Accepting a Facebook friend request from someone you follow on twitter is like bringing home your drug dealer to meet your family.

@Freudstombstone

It hurts my feelings when people call me a failure. I’d rather people think of me as successfully challenged.

@donttouchjames

when i was a child i had a huge crush on a girl for like 2 years and one day she told me she liked me and i panicked and replied “i don’t care” and walked away

@badbanana

Nice try, Clooney “wedding.” I know a casino heist when I see one.

@JVarsityCaptain

My ex can’t take his new girlfriend to basketball games because she gets pissed when the whole stadium makes fun of her by yelling REBOUND!

@T_N_Crumpets

Wife: Are you crying in there?
Me crying: NO!
W: have you been eating cheese again? *opens door*
Me with mousetrap stuck to lips: NO

@Gupton68

*walks into the funeral home*

*climbs into a coffin*

I’m ready when you are

@Cheeseboy22

My wife got home and was mad when she saw I fed my son cake, banana, popcorn and M&M’s for dinner.

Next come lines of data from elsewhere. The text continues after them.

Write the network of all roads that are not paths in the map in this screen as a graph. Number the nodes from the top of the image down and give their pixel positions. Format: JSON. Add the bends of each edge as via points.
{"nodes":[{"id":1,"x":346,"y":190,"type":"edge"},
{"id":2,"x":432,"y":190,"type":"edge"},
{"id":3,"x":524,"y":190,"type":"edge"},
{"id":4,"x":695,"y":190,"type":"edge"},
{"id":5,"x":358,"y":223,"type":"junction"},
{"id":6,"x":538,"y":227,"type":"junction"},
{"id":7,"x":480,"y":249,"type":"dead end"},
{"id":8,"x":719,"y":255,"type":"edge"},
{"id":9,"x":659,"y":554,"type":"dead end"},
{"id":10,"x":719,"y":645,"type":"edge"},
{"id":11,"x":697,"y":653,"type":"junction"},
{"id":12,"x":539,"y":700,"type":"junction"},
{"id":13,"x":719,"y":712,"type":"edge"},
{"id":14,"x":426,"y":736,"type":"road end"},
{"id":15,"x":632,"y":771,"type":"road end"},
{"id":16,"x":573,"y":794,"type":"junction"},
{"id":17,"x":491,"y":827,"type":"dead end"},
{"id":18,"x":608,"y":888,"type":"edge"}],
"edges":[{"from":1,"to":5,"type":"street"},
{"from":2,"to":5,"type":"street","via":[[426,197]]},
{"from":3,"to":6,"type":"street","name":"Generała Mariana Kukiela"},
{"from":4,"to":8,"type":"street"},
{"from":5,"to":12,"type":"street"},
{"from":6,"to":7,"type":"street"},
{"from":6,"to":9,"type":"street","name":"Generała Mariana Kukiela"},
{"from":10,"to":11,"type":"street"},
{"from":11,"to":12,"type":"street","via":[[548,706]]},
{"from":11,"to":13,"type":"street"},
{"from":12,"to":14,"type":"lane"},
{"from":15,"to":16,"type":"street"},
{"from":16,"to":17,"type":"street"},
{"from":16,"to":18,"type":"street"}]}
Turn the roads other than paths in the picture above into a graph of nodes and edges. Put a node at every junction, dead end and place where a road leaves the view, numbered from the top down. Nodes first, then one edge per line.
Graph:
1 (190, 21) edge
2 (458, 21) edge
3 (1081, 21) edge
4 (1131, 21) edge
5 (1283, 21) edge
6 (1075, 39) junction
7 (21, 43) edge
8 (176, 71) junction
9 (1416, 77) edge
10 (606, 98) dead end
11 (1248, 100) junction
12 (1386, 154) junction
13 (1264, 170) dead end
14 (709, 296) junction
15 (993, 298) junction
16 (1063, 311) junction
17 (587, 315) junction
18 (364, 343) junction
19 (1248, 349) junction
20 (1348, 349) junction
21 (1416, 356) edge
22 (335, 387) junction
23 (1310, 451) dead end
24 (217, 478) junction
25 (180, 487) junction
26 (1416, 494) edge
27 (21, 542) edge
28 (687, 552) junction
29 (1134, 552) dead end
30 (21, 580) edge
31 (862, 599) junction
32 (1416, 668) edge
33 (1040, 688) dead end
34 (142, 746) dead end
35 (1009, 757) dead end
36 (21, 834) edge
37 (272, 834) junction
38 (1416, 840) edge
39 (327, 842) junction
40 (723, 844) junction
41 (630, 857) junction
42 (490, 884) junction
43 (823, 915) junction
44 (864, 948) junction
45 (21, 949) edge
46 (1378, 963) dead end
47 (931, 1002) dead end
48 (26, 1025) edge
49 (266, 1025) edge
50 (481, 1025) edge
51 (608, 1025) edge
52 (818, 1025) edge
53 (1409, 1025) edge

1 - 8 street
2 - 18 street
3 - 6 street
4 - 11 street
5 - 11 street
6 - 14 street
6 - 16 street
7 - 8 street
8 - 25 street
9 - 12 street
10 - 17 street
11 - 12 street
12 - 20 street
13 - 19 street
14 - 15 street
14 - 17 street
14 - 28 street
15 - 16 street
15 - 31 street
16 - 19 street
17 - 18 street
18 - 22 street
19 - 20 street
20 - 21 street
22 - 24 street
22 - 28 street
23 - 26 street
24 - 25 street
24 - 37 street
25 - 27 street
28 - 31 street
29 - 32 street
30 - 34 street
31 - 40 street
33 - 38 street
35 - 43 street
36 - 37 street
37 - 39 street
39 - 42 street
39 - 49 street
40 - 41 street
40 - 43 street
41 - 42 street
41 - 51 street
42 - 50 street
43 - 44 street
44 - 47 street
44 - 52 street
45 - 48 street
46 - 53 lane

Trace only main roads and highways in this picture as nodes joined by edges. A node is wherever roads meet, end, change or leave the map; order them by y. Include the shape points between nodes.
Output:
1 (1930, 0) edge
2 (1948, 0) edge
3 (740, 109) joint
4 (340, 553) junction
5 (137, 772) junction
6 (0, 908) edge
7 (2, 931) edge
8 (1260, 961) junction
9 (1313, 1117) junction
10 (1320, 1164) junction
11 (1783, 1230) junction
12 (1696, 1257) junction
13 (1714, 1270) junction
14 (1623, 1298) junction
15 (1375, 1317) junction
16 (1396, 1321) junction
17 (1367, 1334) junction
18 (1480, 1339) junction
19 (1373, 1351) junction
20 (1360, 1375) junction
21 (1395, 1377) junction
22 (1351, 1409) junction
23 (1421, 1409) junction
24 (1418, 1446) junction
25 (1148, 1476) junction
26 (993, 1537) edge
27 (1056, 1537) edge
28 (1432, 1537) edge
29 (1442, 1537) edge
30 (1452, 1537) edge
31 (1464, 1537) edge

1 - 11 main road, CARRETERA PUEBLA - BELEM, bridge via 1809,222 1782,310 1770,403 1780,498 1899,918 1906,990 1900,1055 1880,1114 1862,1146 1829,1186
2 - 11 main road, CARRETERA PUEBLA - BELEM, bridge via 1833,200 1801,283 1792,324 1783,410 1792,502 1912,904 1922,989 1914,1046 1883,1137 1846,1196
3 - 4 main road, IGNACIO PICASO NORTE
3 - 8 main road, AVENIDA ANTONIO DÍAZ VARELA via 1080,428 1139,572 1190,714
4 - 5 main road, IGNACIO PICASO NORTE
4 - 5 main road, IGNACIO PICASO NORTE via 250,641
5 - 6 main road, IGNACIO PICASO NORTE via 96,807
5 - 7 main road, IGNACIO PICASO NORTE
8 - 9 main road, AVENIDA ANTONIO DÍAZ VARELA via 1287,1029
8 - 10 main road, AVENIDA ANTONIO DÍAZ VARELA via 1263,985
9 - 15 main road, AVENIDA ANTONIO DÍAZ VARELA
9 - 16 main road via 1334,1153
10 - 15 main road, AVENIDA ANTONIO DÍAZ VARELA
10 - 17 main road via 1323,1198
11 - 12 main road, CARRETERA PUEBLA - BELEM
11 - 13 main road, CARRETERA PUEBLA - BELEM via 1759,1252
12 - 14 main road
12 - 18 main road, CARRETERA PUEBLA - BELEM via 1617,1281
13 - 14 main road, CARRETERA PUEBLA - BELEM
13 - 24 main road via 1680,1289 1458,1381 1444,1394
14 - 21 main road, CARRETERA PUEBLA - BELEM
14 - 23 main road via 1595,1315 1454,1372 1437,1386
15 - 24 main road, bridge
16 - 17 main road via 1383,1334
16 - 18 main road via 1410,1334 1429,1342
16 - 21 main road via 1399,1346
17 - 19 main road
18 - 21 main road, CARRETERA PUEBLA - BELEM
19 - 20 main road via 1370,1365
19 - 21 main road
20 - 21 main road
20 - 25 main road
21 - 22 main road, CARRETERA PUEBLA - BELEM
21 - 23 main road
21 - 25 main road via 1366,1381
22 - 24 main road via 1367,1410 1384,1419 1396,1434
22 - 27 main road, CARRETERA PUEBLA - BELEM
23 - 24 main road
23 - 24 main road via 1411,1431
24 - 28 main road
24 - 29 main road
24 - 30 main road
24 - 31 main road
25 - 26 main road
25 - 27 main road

I was like, “You saw the banana, right?”

@TraitorousFinn

*Kylo Ren pranks calls Finn*

Hey Finn I bet you shop at

*dramatic pause*

Traitor Joes!!!

*High fives Hux*

@ladybroseph

Many said I couldn’t crossbreed peacocks and flamingos. Yet, I stand here today with my beloved flamingcocks as an inspiration to our youth.